-- Opening Marker --

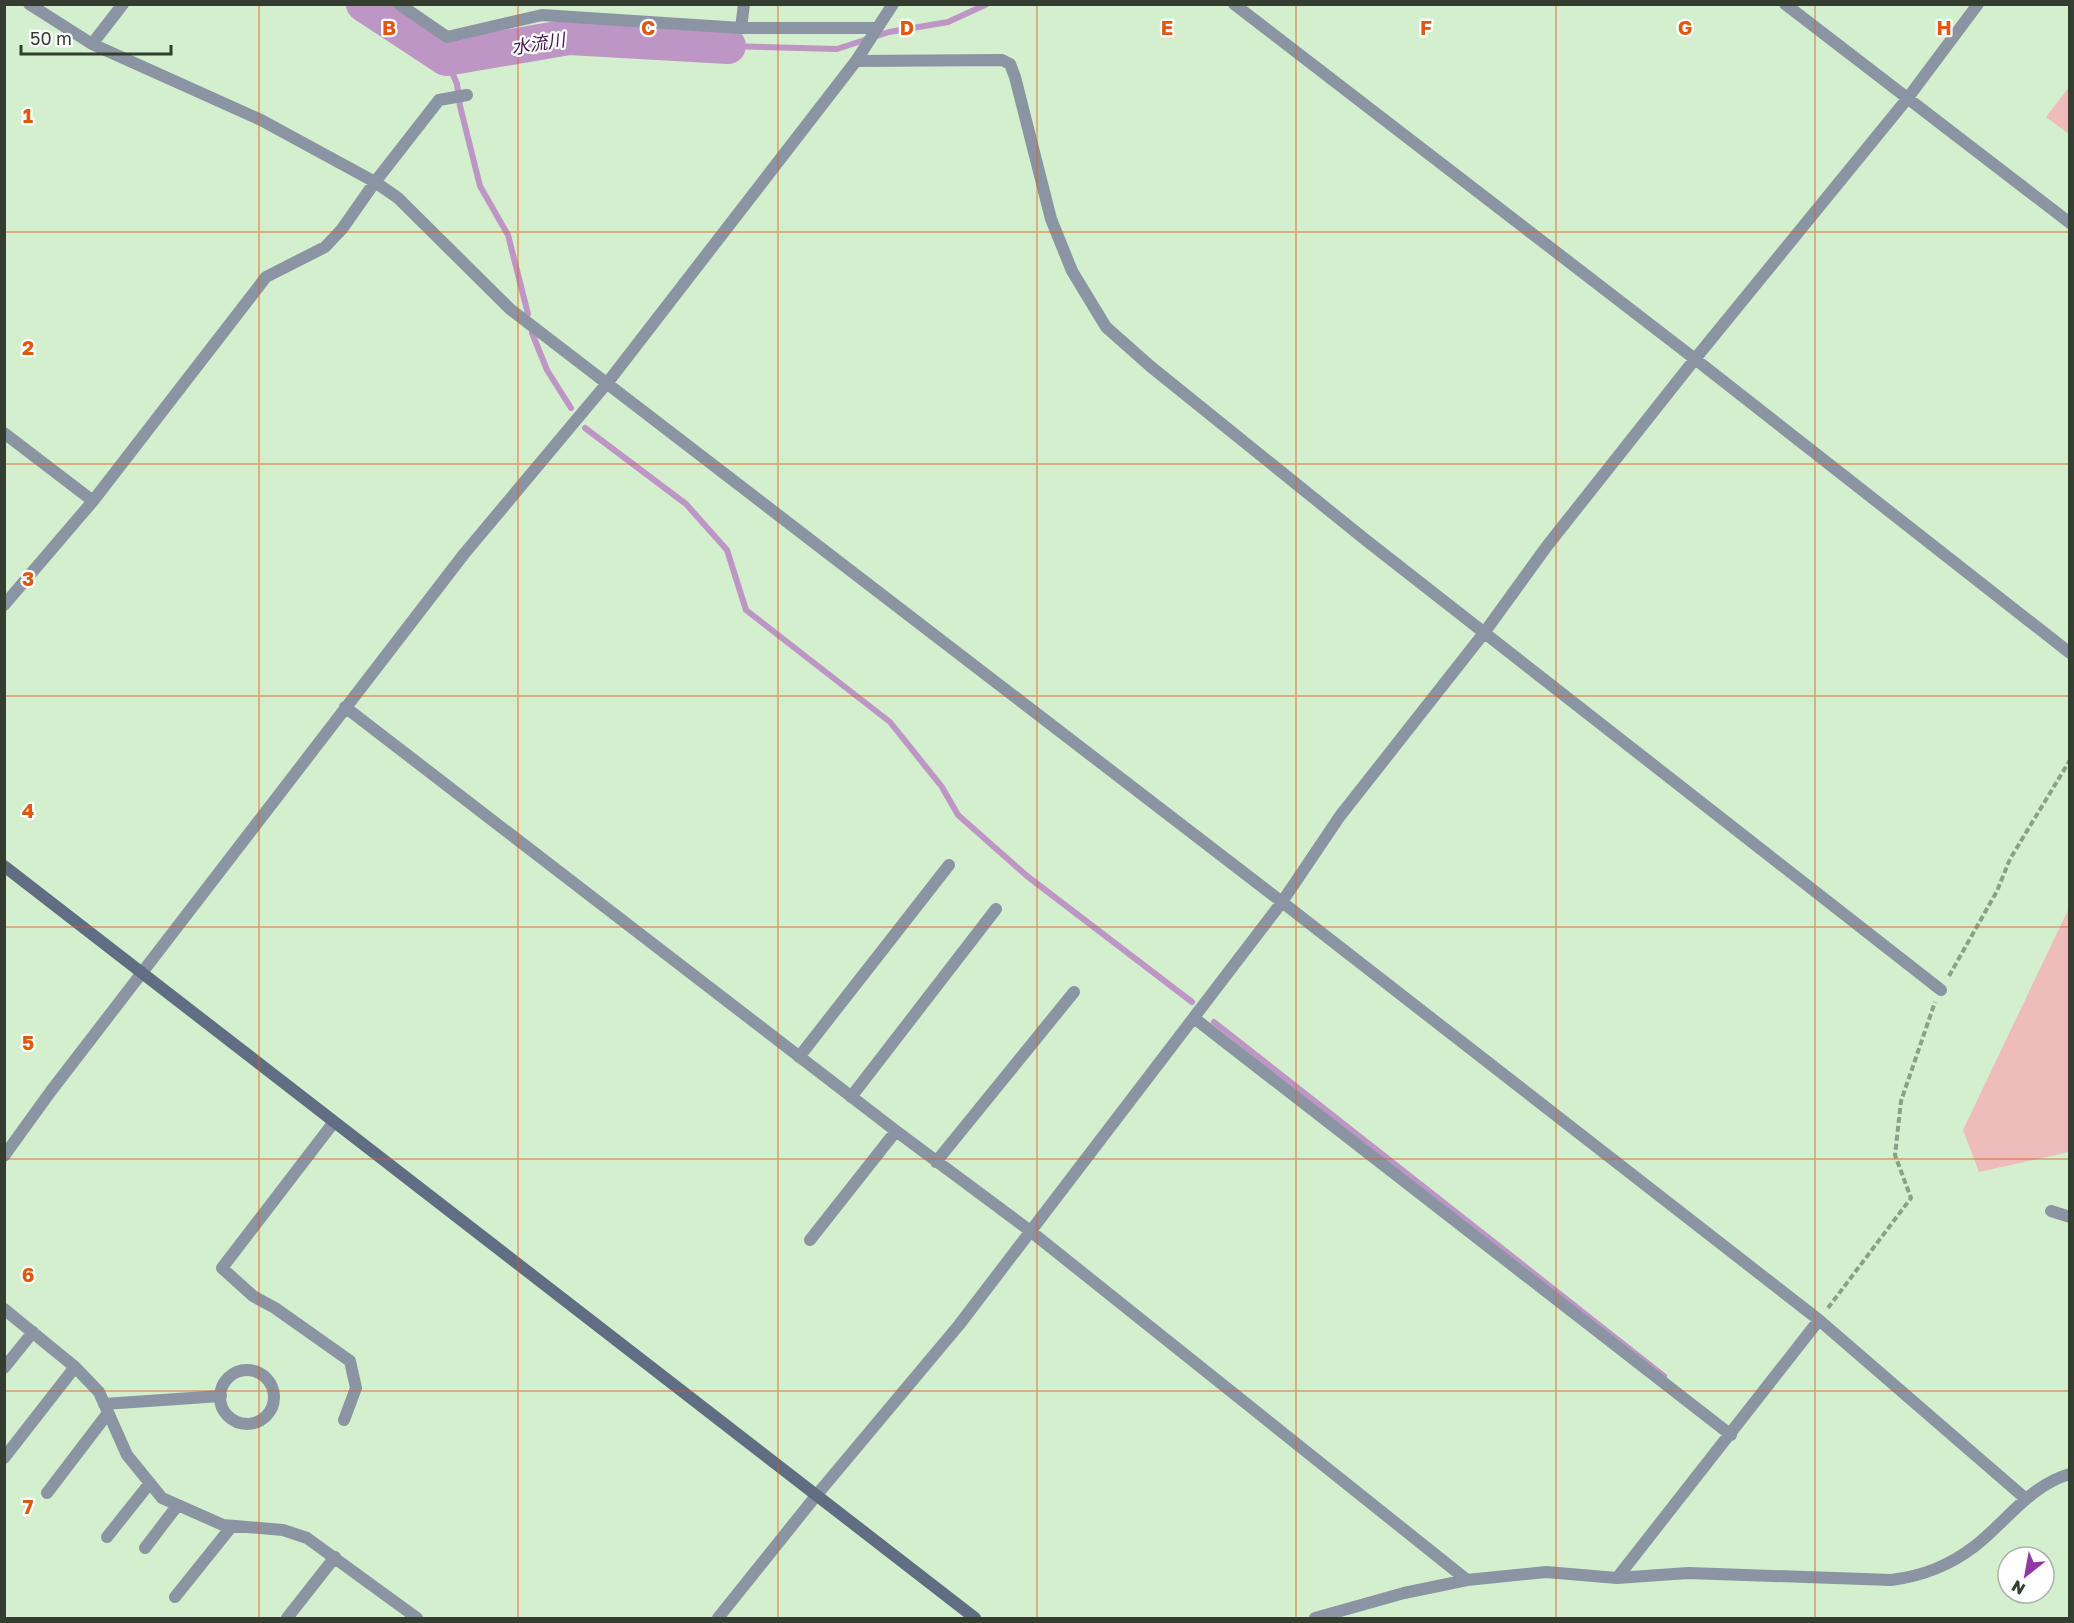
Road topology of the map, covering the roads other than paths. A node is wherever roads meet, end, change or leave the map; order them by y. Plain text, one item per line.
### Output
1 (29, 4) edge
2 (123, 4) edge
3 (399, 4) edge
4 (744, 4) edge
5 (893, 4) edge
6 (1234, 4) edge
7 (1785, 4) edge
8 (1978, 4) edge
9 (741, 28) junction
10 (878, 28) junction
11 (92, 44) junction
12 (856, 61) junction
13 (467, 95) dead end
14 (1907, 99) junction
15 (375, 182) junction
16 (2070, 223) edge
17 (1695, 359) junction
18 (608, 382) junction
19 (4, 433) edge
20 (93, 501) junction
21 (4, 604) edge
22 (1484, 633) junction
23 (2070, 653) edge
24 (345, 707) junction
25 (949, 865) dead end
26 (4, 866) edge
27 (1282, 902) junction
28 (996, 909) dead end
29 (143, 975) junction
30 (1941, 990) road end
31 (1074, 993) dead end
32 (1194, 1018) junction
33 (799, 1057) junction
34 (851, 1097) junction
35 (334, 1122) junction
36 (896, 1131) junction
37 (4, 1156) edge
38 (936, 1162) junction
39 (2051, 1211) dead end
40 (2070, 1217) edge
41 (1029, 1230) junction
42 (810, 1240) dead end
43 (5, 1311) edge
44 (1819, 1320) junction
45 (33, 1332) junction
46 (75, 1367) junction
47 (4, 1368) edge
48 (221, 1396) junction
49 (106, 1408) junction
50 (344, 1420) dead end
51 (1731, 1435) junction
52 (4, 1458) edge
53 (2070, 1474) edge
54 (150, 1483) junction
55 (48, 1493) dead end
56 (815, 1497) junction
57 (2026, 1499) junction
58 (177, 1506) junction
59 (232, 1526) junction
60 (107, 1537) dead end
61 (145, 1548) dead end
62 (335, 1557) junction
63 (1617, 1578) junction
64 (1467, 1580) junction
65 (175, 1597) dead end
66 (287, 1618) edge
67 (417, 1618) edge
68 (718, 1618) edge
69 (975, 1618) edge
70 (1315, 1618) edge

1 - 11 street
2 - 11 street
3 - 9 street
4 - 9 street
5 - 10 street
6 - 17 street
7 - 14 street
8 - 14 street
9 - 10 street
10 - 12 street
11 - 15 street
12 - 18 street
12 - 22 street
13 - 15 street
14 - 16 street
14 - 17 street
15 - 18 street
15 - 20 street
17 - 22 street
17 - 23 street
18 - 24 street
18 - 27 street
19 - 20 street
20 - 21 street
22 - 27 street
22 - 30 street
24 - 29 street
24 - 33 street
25 - 33 street
26 - 29 street
27 - 32 street
27 - 44 street
28 - 34 street
29 - 35 street
29 - 37 street
31 - 38 street
32 - 41 street
32 - 51 street
33 - 34 street
34 - 36 street
35 - 50 street
35 - 56 street
36 - 38 street
36 - 42 street
38 - 41 street
39 - 40 street
41 - 56 street
41 - 64 street
43 - 45 street
44 - 51 street
44 - 57 street
45 - 46 street
45 - 47 street
46 - 49 street
46 - 52 street
48 - 48 street
48 - 49 street
49 - 54 street
49 - 55 street
51 - 63 street
53 - 57 street
54 - 58 street
54 - 60 street
56 - 68 street
56 - 69 street
57 - 63 street
58 - 59 street
58 - 61 street
59 - 62 street
59 - 65 street
62 - 66 street
62 - 67 street
63 - 64 street
64 - 70 street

-- Closing Marker --

#### Instructions for the task:
All lines of the data above that include the word "dead" must be shown.

#### Reply:
13 (467, 95) dead end
25 (949, 865) dead end
28 (996, 909) dead end
31 (1074, 993) dead end
39 (2051, 1211) dead end
42 (810, 1240) dead end
50 (344, 1420) dead end
55 (48, 1493) dead end
60 (107, 1537) dead end
61 (145, 1548) dead end
65 (175, 1597) dead end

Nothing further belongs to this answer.